> **TASK**
Find the line with "ring tip: (811, 771)". Transcribe it and each later line of the data exactly, up to and including the last.

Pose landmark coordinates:
↓

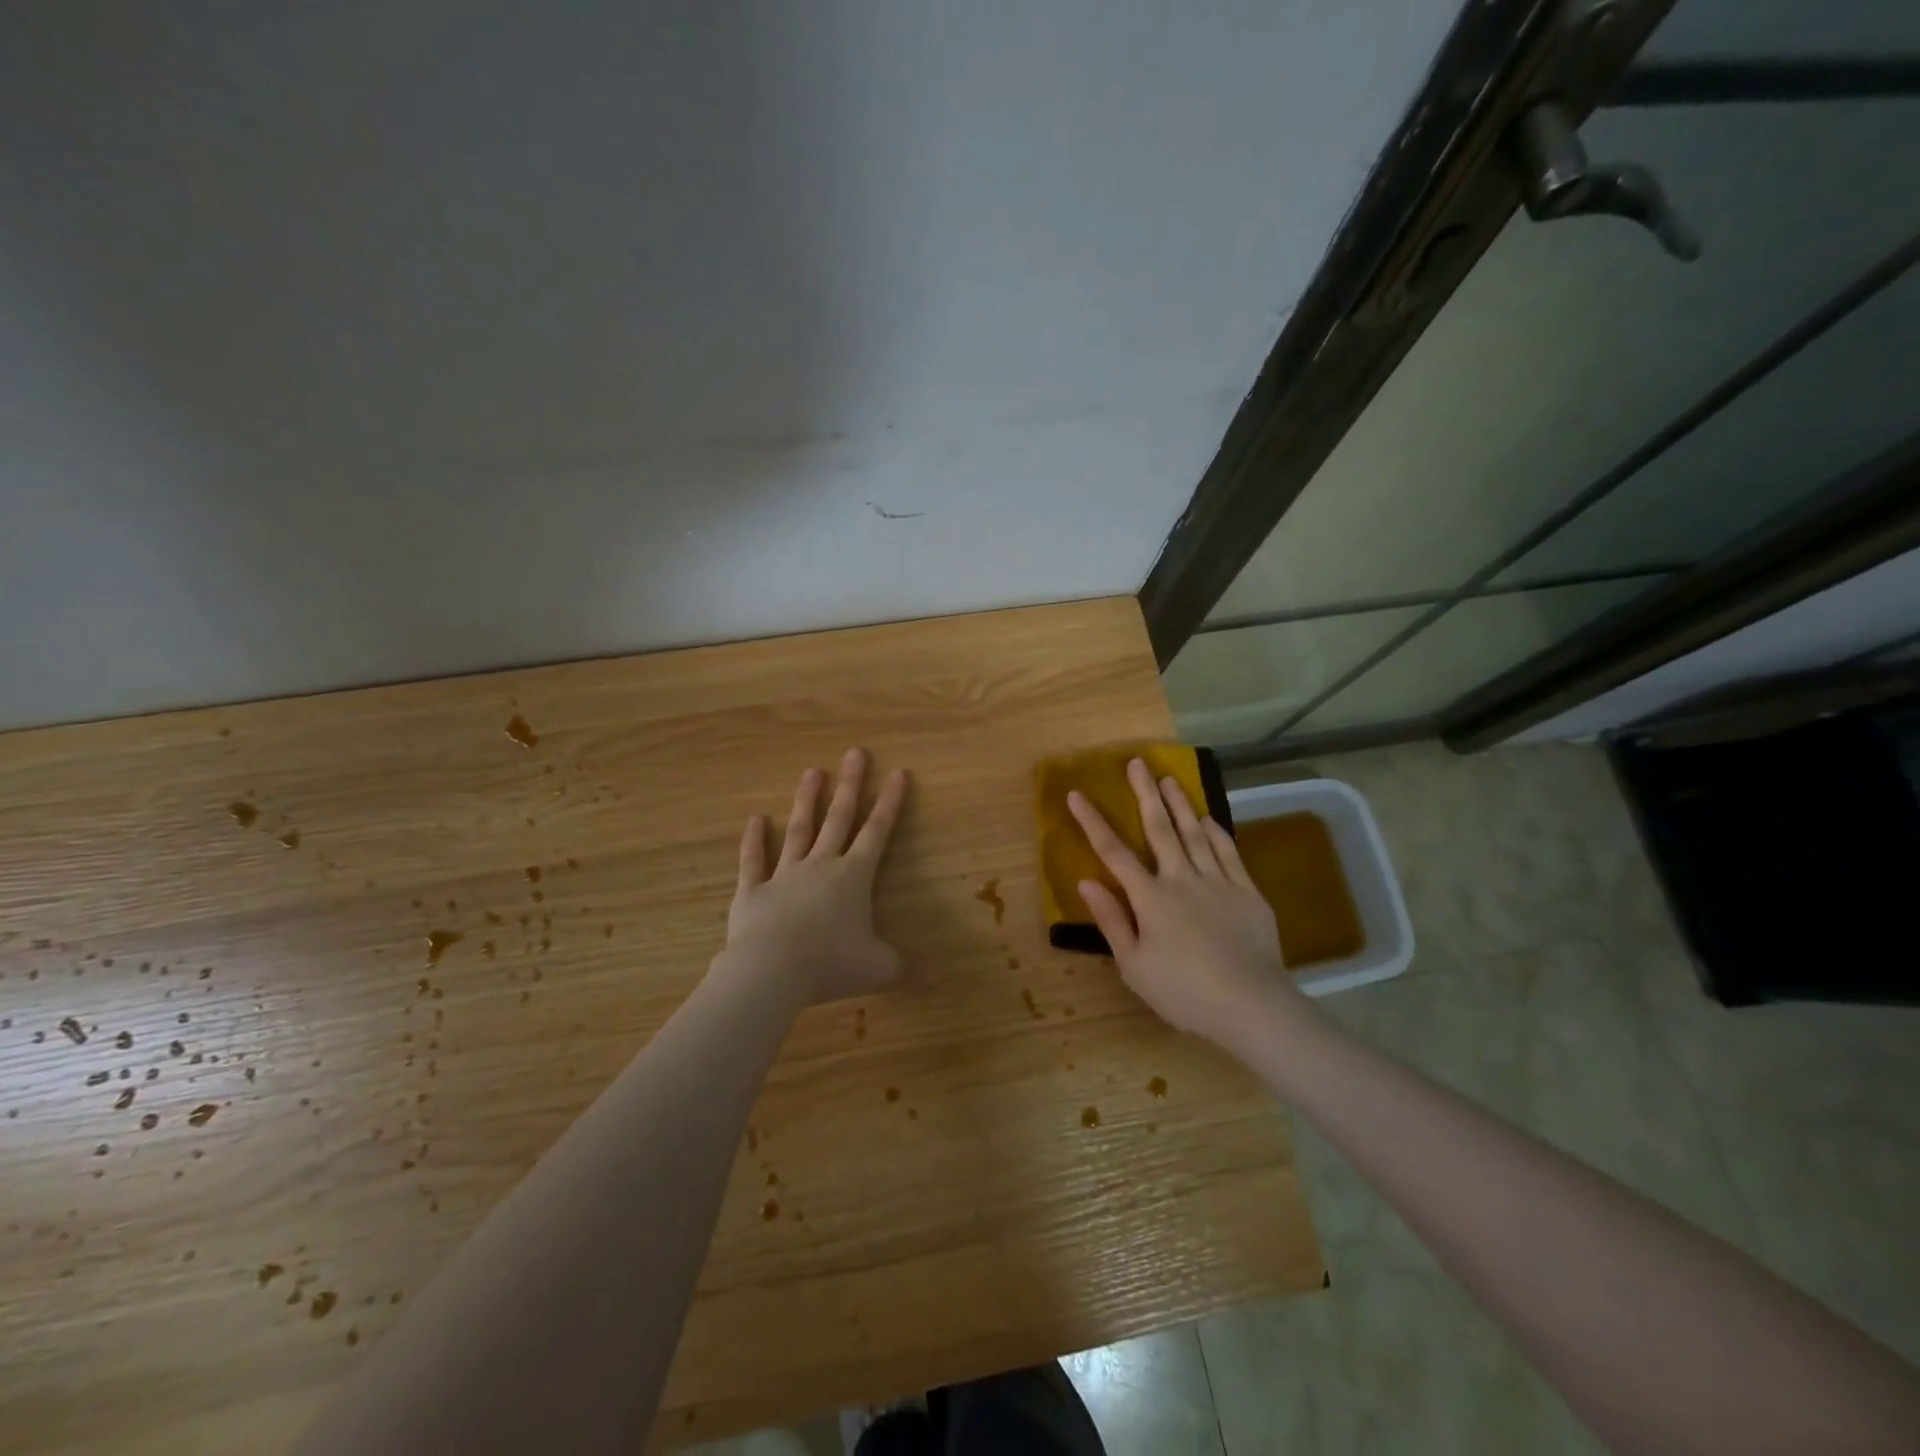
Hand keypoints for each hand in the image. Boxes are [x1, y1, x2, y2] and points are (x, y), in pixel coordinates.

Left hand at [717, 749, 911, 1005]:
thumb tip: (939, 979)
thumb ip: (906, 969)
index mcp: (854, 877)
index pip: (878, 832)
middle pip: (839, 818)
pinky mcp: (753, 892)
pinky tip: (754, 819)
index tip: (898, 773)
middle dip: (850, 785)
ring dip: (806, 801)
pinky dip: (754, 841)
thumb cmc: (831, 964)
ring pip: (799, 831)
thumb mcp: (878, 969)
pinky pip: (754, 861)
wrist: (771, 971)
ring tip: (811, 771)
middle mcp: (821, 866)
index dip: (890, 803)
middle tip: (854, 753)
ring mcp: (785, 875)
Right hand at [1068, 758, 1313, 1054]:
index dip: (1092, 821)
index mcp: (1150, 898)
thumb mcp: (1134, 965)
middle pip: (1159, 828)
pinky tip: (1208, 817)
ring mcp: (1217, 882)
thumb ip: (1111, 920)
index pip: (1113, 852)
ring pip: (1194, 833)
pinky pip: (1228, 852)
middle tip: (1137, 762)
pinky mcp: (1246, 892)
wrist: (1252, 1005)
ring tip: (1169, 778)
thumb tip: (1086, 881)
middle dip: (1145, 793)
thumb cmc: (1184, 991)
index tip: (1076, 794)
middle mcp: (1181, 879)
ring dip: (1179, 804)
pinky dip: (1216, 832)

↑

> **PROBLEM SOLUTION**
ring tip: (811, 771)
middle mcp: (821, 866)
index dip: (890, 803)
middle tip: (854, 753)
ring mcp: (785, 875)
Right hand at [1068, 758, 1313, 1054]:
index dip: (1092, 821)
index mcp: (1150, 898)
thumb mcp: (1134, 965)
middle pip: (1159, 828)
pinky tip: (1208, 817)
ring mcp: (1217, 882)
thumb ip: (1111, 920)
index pip: (1113, 852)
ring pip: (1194, 833)
pinky pip: (1228, 852)
middle tip: (1137, 762)
pinky mcp: (1246, 892)
wrist: (1252, 1005)
ring tip: (1169, 778)
thumb tip: (1086, 881)
middle dip: (1145, 793)
thumb cmc: (1184, 991)
index tip: (1076, 794)
middle mcp: (1181, 879)
ring dip: (1179, 804)
pinky dip: (1216, 832)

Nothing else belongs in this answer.